Loren Pechtel wrote:
Such a discovery is probably two separate things:

Range and bearing. Maybe they'll figure out approximately what direction the wormhole goes--at that point you can send out survey ships to systems on that bearing.

Harvest Joy's exploration of the Lynx terminus in WoH explicitly says you can't know the distance of a wormhole until someone's traveled it -- but I seem to recall that there no way (or I guess at least no known way) to for sensors on one end to determine anything about what bearing it follows either.


You can't determine range or bearing with current technology. That doesn't mean discoveries aren't possible!

Though actually seizing the Felix junction, and thus forcing any ships from Darius to avoid it, might eventually get you a step closer to finding the place.
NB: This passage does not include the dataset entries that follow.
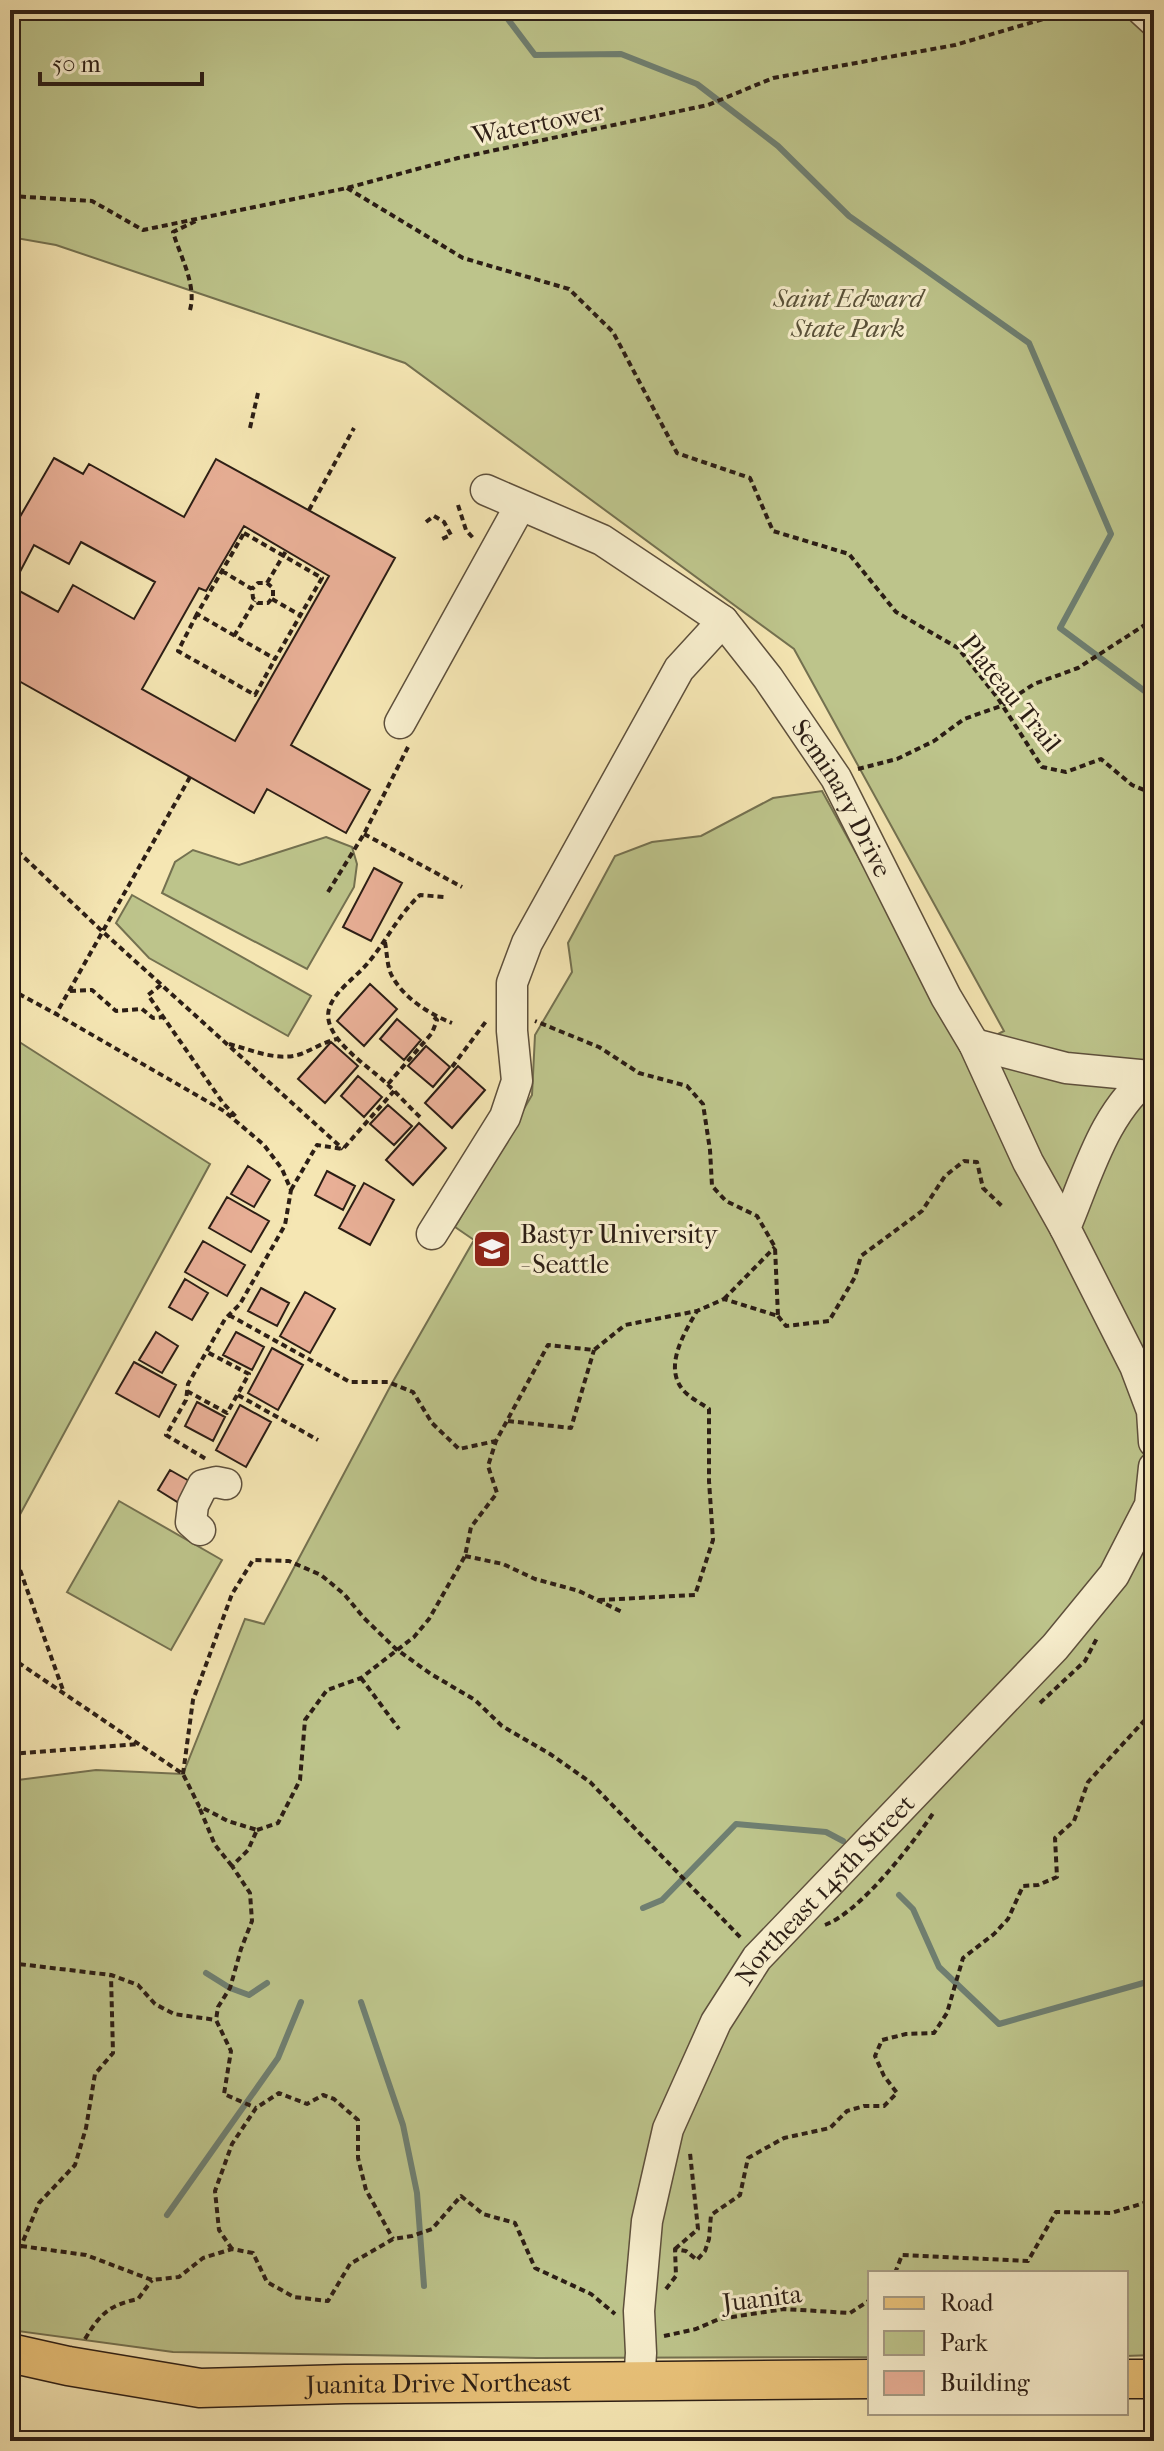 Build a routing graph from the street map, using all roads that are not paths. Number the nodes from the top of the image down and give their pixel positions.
1 (1142, 10) edge
2 (1154, 21) edge
3 (486, 490) dead end
4 (520, 506) junction
5 (723, 621) junction
6 (400, 723) dead end
7 (974, 1044) junction
8 (1152, 1074) edge
9 (1065, 1228) junction
10 (432, 1234) dead end
11 (1154, 1442) edge
12 (1154, 1467) edge
13 (221, 1483) road end
14 (200, 1530) dead end
15 (11, 2357) edge
16 (868, 2379) edge
17 (1128, 2379) edge
18 (1154, 2379) edge
19 (639, 2383) junction

1 - 2 street
3 - 4 street, Seminary Drive
4 - 5 street, Seminary Drive
4 - 6 street
5 - 7 street, Seminary Drive
5 - 10 street
7 - 8 street
7 - 9 street, Seminary Drive
8 - 9 street
9 - 11 street
12 - 19 street, Northeast 145th Street
13 - 14 street
15 - 19 main road, Juanita Drive Northeast
16 - 19 main road, Juanita Drive Northeast
17 - 18 main road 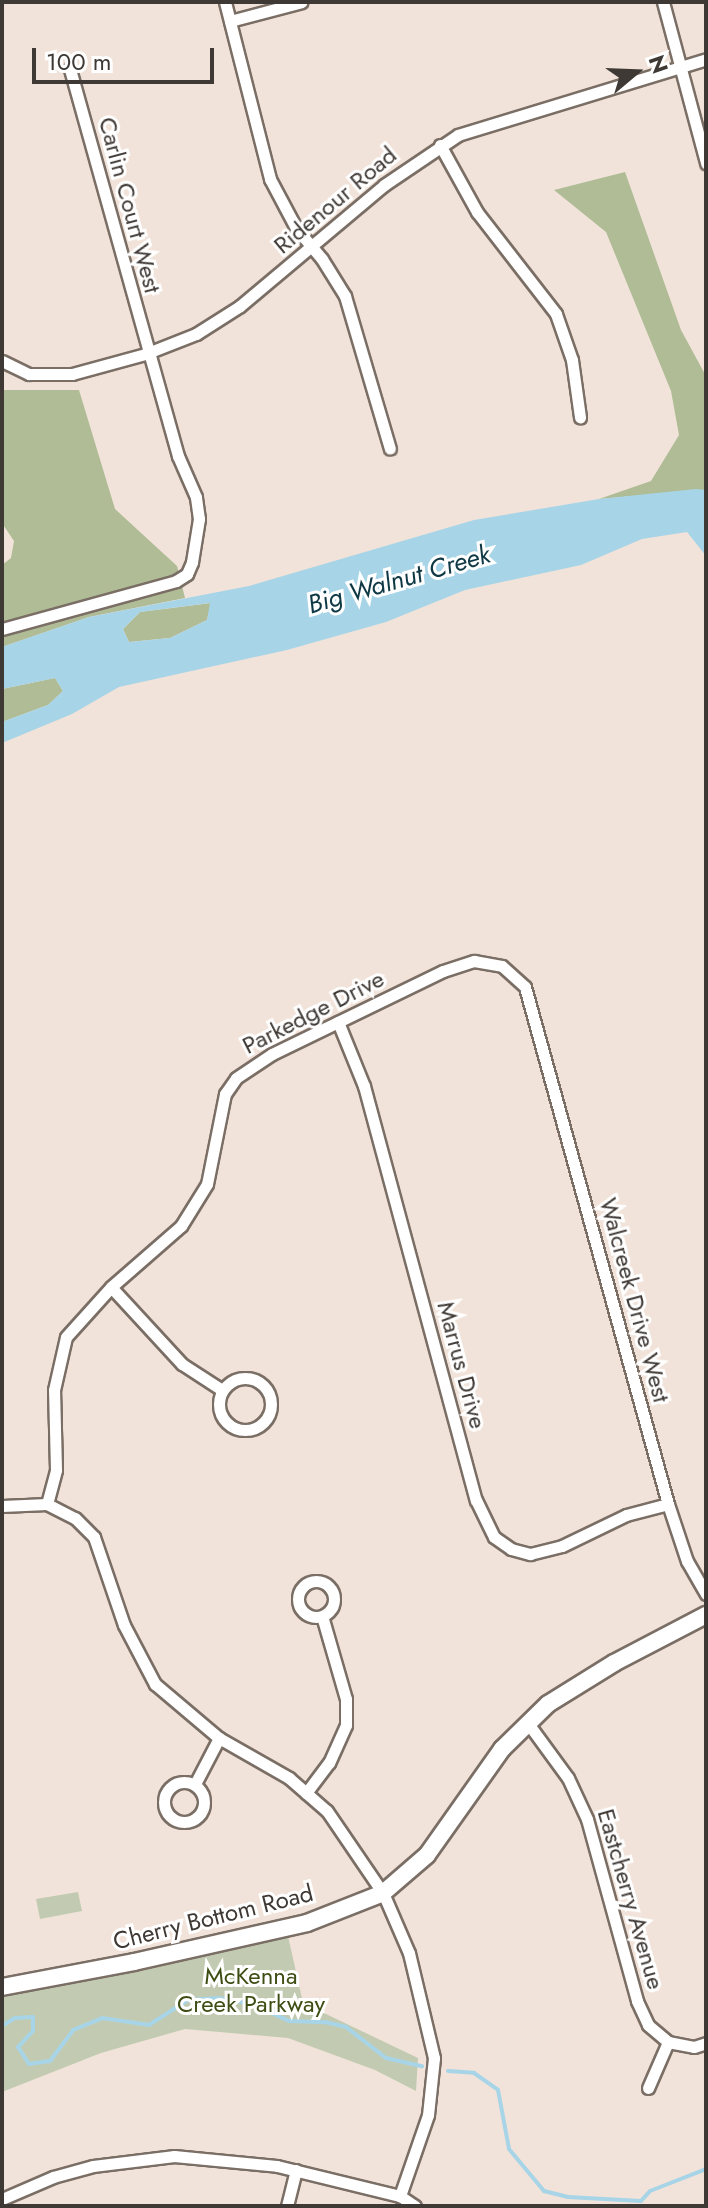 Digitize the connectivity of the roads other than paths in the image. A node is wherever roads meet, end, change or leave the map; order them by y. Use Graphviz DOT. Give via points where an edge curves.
graph roads {
  1 [pos="225,2"];
  2 [pos="302,2"];
  3 [pos="663,2"];
  4 [pos="230,21"];
  5 [pos="706,59"];
  6 [pos="678,67"];
  7 [pos="70,69"];
  8 [pos="440,145"];
  9 [pos="706,163"];
  10 [pos="312,247"];
  11 [pos="149,352"];
  12 [pos="2,361"];
  13 [pos="580,417"];
  14 [pos="390,449"];
  15 [pos="2,629"];
  16 [pos="534,1012"];
  17 [pos="338,1022"];
  18 [pos="111,1287"];
  19 [pos="222,1390"];
  20 [pos="47,1504"];
  21 [pos="668,1504"];
  22 [pos="2,1506"];
  23 [pos="706,1594"];
  24 [pos="706,1615"];
  25 [pos="322,1616"];
  26 [pos="527,1722"];
  27 [pos="219,1738"];
  28 [pos="195,1784"];
  29 [pos="306,1793"];
  30 [pos="383,1893"];
  31 [pos="2,1987"];
  32 [pos="668,2042"];
  33 [pos="706,2043"];
  34 [pos="648,2088"];
  35 [pos="296,2170"];
  36 [pos="400,2196"];
  37 [pos="6,2200"];
  38 [pos="287,2206"];
  39 [pos="415,2206"];
  1 -- 4 [label="street"];
  2 -- 4 [label="street"];
  3 -- 6 [label="street"];
  4 -- 10 [label="street" via="270,179"];
  5 -- 6 [label="street, Ridenour Road"];
  6 -- 8 [label="street, Ridenour Road" via="515,115"];
  6 -- 9 [label="street"];
  7 -- 11 [label="street, Carlin Court West"];
  8 -- 10 [label="street, Ridenour Road"];
  8 -- 13 [label="street" via="477,212 556,314 572,360"];
  10 -- 11 [label="street, Ridenour Road" via="240,306 196,334"];
  10 -- 14 [label="street" via="345,296"];
  11 -- 12 [label="street, Ridenour Road" via="72,374 29,374"];
  11 -- 15 [label="street, Carlin Court West" via="178,456 196,497 199,519 187,574"];
  16 -- 17 [label="street, Parkedge Drive" via="525,987 502,966 474,961"];
  16 -- 21 [label="street, Walcreek Drive West"];
  17 -- 18 [label="street, Parkedge Drive" via="236,1078 225,1094 207,1184 181,1226"];
  17 -- 21 [label="street, Marrus Drive" via="364,1086 476,1500 494,1537 530,1554"];
  18 -- 19 [label="street" via="182,1364"];
  18 -- 20 [label="street, Parkedge Drive" via="66,1337 54,1390 56,1470"];
  19 -- 19 [label="street" via="235,1379 259,1381 270,1395 267,1418 247,1430 230,1426 219,1411"];
  20 -- 22 [label="street"];
  20 -- 27 [label="street" via="75,1518 94,1537 124,1625 155,1684"];
  21 -- 23 [label="street, Walcreek Drive West" via="687,1561"];
  24 -- 26 [label="main road, Cherry Bottom Road" via="614,1663"];
  25 -- 29 [label="street" via="346,1699 346,1725 329,1763"];
  26 -- 30 [label="main road, Cherry Bottom Road" via="427,1855"];
  26 -- 32 [label="street, Eastcherry Avenue" via="568,1778 587,1819 637,2001 648,2025"];
  27 -- 28 [label="street"];
  27 -- 29 [label="street"];
  29 -- 30 [label="street" via="327,1811"];
  30 -- 31 [label="main road, Cherry Bottom Road" via="307,1923"];
  30 -- 36 [label="street" via="409,1953 434,2058 428,2115"];
  32 -- 33 [label="street" via="694,2047"];
  32 -- 34 [label="street"];
  35 -- 36 [label="street"];
  35 -- 37 [label="street" via="215,2158 143,2158 53,2177"];
  35 -- 38 [label="street"];
  36 -- 39 [label="street"];
}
Actually, if they find out about the Felix junction the best approach is to keep it under careful observation by recon drones, not seizing it. Probably build some extra long duration versions.

But you still need insane amounts of luck to even have the data necessary to start that kind of analysis. And Darius has (a) very little traffic, and (b) seems likely that if forced to abandon the wormhole would add forced and carefully planned or randomized delays to most such traffic that did exist specifically to throw off such analysis attempts.


If they lose the wormhole I think they would pull their heads in completely. That deprives them of the ability to control their agents, though.